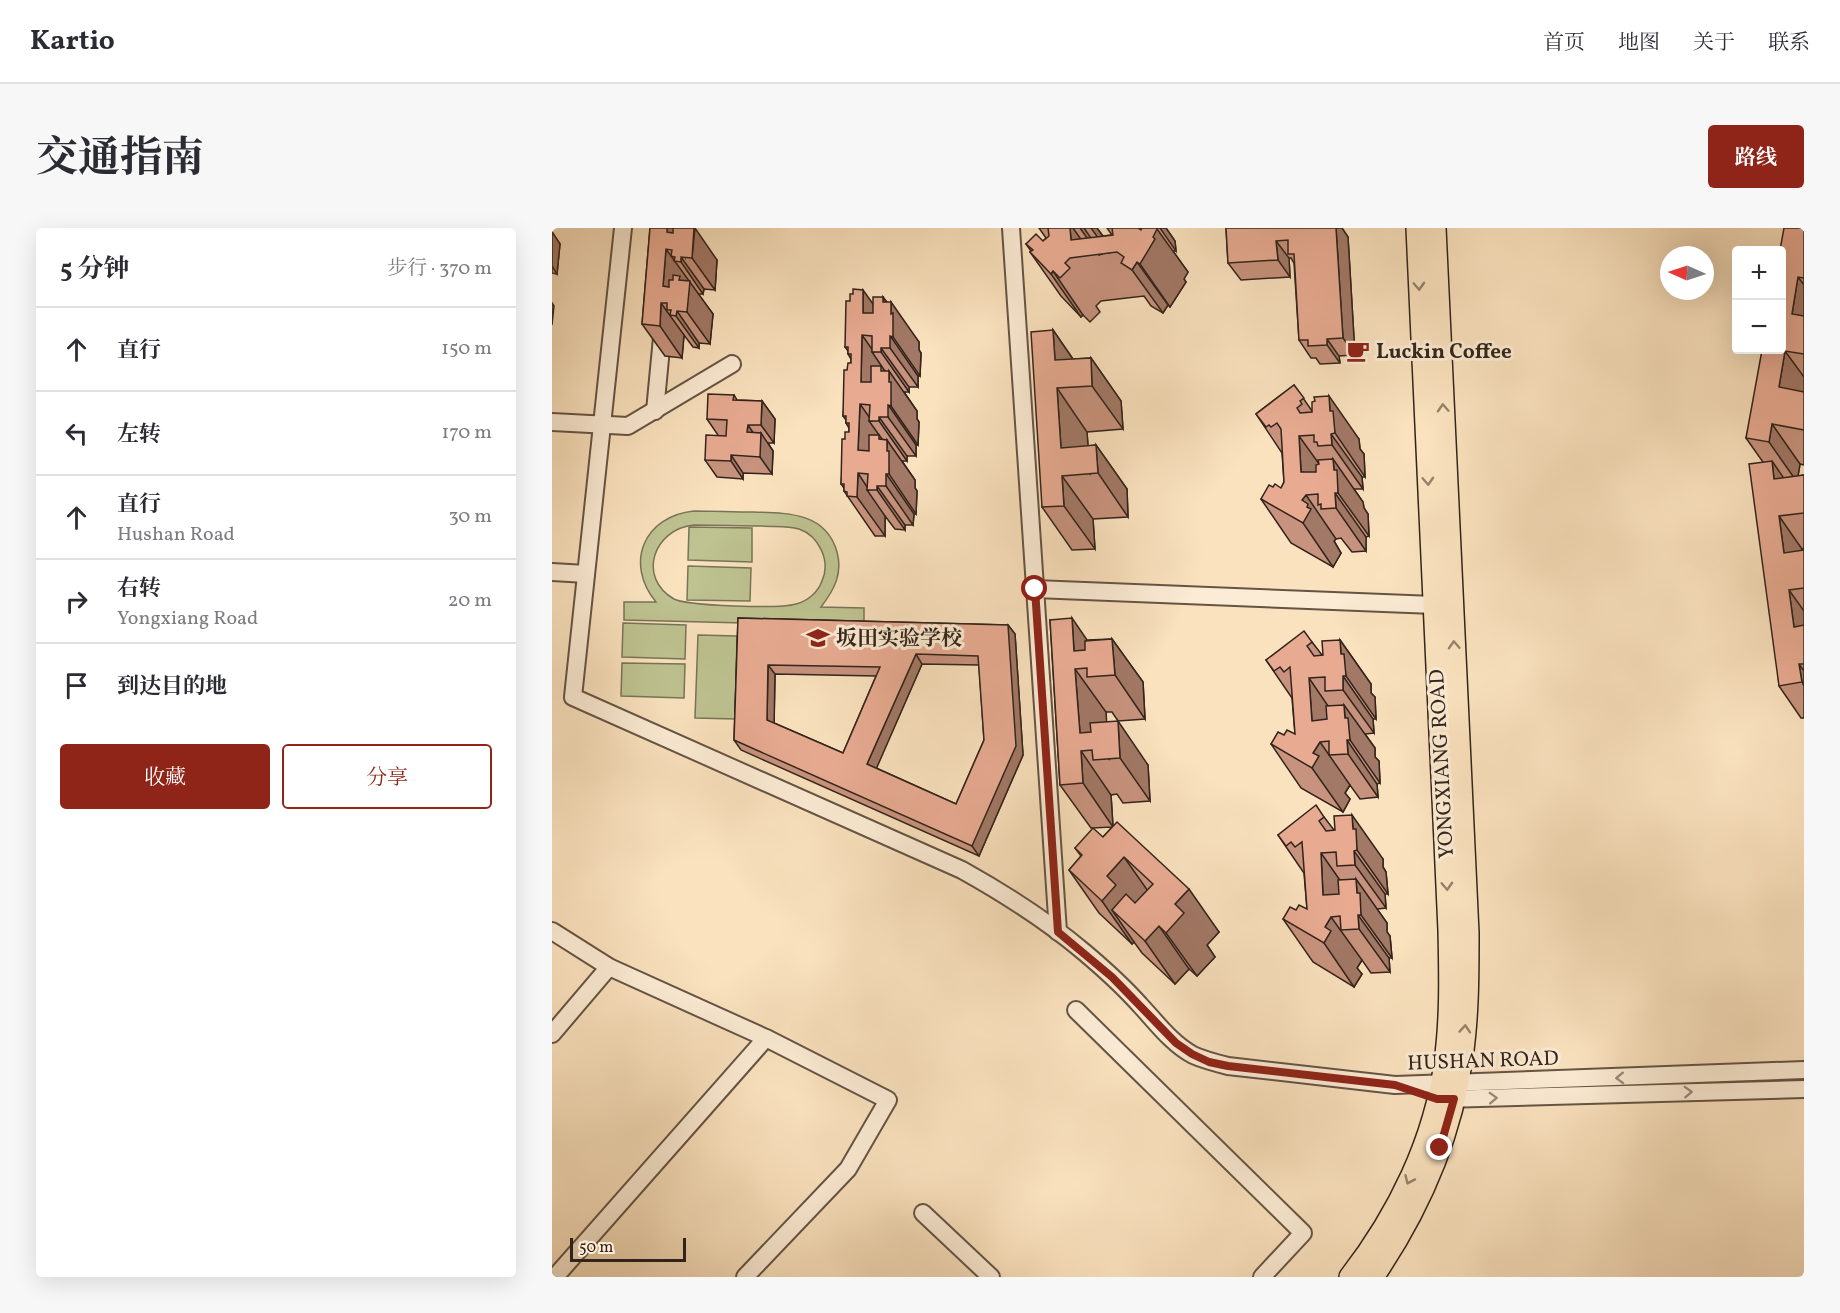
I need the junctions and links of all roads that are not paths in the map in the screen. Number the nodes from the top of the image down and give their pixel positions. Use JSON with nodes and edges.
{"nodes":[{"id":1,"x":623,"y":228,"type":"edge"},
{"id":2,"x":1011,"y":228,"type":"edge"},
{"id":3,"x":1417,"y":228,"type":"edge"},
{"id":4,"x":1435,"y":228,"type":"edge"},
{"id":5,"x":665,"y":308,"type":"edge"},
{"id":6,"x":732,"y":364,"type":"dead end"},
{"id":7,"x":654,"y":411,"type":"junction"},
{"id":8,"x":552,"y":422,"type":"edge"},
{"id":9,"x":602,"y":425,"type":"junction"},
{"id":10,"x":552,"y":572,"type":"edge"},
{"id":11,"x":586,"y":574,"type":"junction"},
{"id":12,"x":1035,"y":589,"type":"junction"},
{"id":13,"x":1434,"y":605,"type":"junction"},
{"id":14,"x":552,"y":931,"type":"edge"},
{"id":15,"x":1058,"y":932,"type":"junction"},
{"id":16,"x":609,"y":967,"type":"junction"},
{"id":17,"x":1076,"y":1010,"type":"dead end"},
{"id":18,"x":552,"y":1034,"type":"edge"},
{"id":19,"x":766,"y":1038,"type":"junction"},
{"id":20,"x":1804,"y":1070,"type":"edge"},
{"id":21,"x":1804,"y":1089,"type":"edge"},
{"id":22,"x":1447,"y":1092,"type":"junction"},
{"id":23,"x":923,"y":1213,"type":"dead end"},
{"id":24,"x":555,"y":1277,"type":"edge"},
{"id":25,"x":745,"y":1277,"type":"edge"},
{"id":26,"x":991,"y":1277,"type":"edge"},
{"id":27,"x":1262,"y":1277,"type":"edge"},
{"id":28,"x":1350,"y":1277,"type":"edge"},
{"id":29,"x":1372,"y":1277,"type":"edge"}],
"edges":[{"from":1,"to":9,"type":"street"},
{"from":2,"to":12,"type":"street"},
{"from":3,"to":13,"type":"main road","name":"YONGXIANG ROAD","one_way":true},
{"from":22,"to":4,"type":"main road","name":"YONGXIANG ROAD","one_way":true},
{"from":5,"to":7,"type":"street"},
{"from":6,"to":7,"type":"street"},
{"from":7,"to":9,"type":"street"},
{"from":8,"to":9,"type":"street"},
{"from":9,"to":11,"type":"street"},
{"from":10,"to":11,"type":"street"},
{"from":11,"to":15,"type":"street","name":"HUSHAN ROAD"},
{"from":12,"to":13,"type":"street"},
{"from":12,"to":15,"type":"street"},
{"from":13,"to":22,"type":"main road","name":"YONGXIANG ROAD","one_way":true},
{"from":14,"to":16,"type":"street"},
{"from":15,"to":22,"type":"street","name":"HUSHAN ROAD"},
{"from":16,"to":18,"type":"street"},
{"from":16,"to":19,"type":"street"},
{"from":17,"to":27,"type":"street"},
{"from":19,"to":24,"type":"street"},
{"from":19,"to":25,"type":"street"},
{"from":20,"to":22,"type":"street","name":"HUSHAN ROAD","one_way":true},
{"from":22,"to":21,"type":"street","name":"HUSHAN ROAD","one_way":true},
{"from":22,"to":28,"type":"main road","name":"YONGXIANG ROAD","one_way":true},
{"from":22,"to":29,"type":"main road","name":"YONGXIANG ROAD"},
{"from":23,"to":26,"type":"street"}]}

* [Work task]:
Each entry is to be returned precisely as it appears, but the pictures are to be dropped.

* [Output]:
I need the junctions and links of all roads that are not paths in the map in the screen. Number the nodes from the top of the image down and give their pixel positions. Use JSON with nodes and edges.
{"nodes":[{"id":1,"x":623,"y":228,"type":"edge"},
{"id":2,"x":1011,"y":228,"type":"edge"},
{"id":3,"x":1417,"y":228,"type":"edge"},
{"id":4,"x":1435,"y":228,"type":"edge"},
{"id":5,"x":665,"y":308,"type":"edge"},
{"id":6,"x":732,"y":364,"type":"dead end"},
{"id":7,"x":654,"y":411,"type":"junction"},
{"id":8,"x":552,"y":422,"type":"edge"},
{"id":9,"x":602,"y":425,"type":"junction"},
{"id":10,"x":552,"y":572,"type":"edge"},
{"id":11,"x":586,"y":574,"type":"junction"},
{"id":12,"x":1035,"y":589,"type":"junction"},
{"id":13,"x":1434,"y":605,"type":"junction"},
{"id":14,"x":552,"y":931,"type":"edge"},
{"id":15,"x":1058,"y":932,"type":"junction"},
{"id":16,"x":609,"y":967,"type":"junction"},
{"id":17,"x":1076,"y":1010,"type":"dead end"},
{"id":18,"x":552,"y":1034,"type":"edge"},
{"id":19,"x":766,"y":1038,"type":"junction"},
{"id":20,"x":1804,"y":1070,"type":"edge"},
{"id":21,"x":1804,"y":1089,"type":"edge"},
{"id":22,"x":1447,"y":1092,"type":"junction"},
{"id":23,"x":923,"y":1213,"type":"dead end"},
{"id":24,"x":555,"y":1277,"type":"edge"},
{"id":25,"x":745,"y":1277,"type":"edge"},
{"id":26,"x":991,"y":1277,"type":"edge"},
{"id":27,"x":1262,"y":1277,"type":"edge"},
{"id":28,"x":1350,"y":1277,"type":"edge"},
{"id":29,"x":1372,"y":1277,"type":"edge"}],
"edges":[{"from":1,"to":9,"type":"street"},
{"from":2,"to":12,"type":"street"},
{"from":3,"to":13,"type":"main road","name":"YONGXIANG ROAD","one_way":true},
{"from":22,"to":4,"type":"main road","name":"YONGXIANG ROAD","one_way":true},
{"from":5,"to":7,"type":"street"},
{"from":6,"to":7,"type":"street"},
{"from":7,"to":9,"type":"street"},
{"from":8,"to":9,"type":"street"},
{"from":9,"to":11,"type":"street"},
{"from":10,"to":11,"type":"street"},
{"from":11,"to":15,"type":"street","name":"HUSHAN ROAD"},
{"from":12,"to":13,"type":"street"},
{"from":12,"to":15,"type":"street"},
{"from":13,"to":22,"type":"main road","name":"YONGXIANG ROAD","one_way":true},
{"from":14,"to":16,"type":"street"},
{"from":15,"to":22,"type":"street","name":"HUSHAN ROAD"},
{"from":16,"to":18,"type":"street"},
{"from":16,"to":19,"type":"street"},
{"from":17,"to":27,"type":"street"},
{"from":19,"to":24,"type":"street"},
{"from":19,"to":25,"type":"street"},
{"from":20,"to":22,"type":"street","name":"HUSHAN ROAD","one_way":true},
{"from":22,"to":21,"type":"street","name":"HUSHAN ROAD","one_way":true},
{"from":22,"to":28,"type":"main road","name":"YONGXIANG ROAD","one_way":true},
{"from":22,"to":29,"type":"main road","name":"YONGXIANG ROAD"},
{"from":23,"to":26,"type":"street"}]}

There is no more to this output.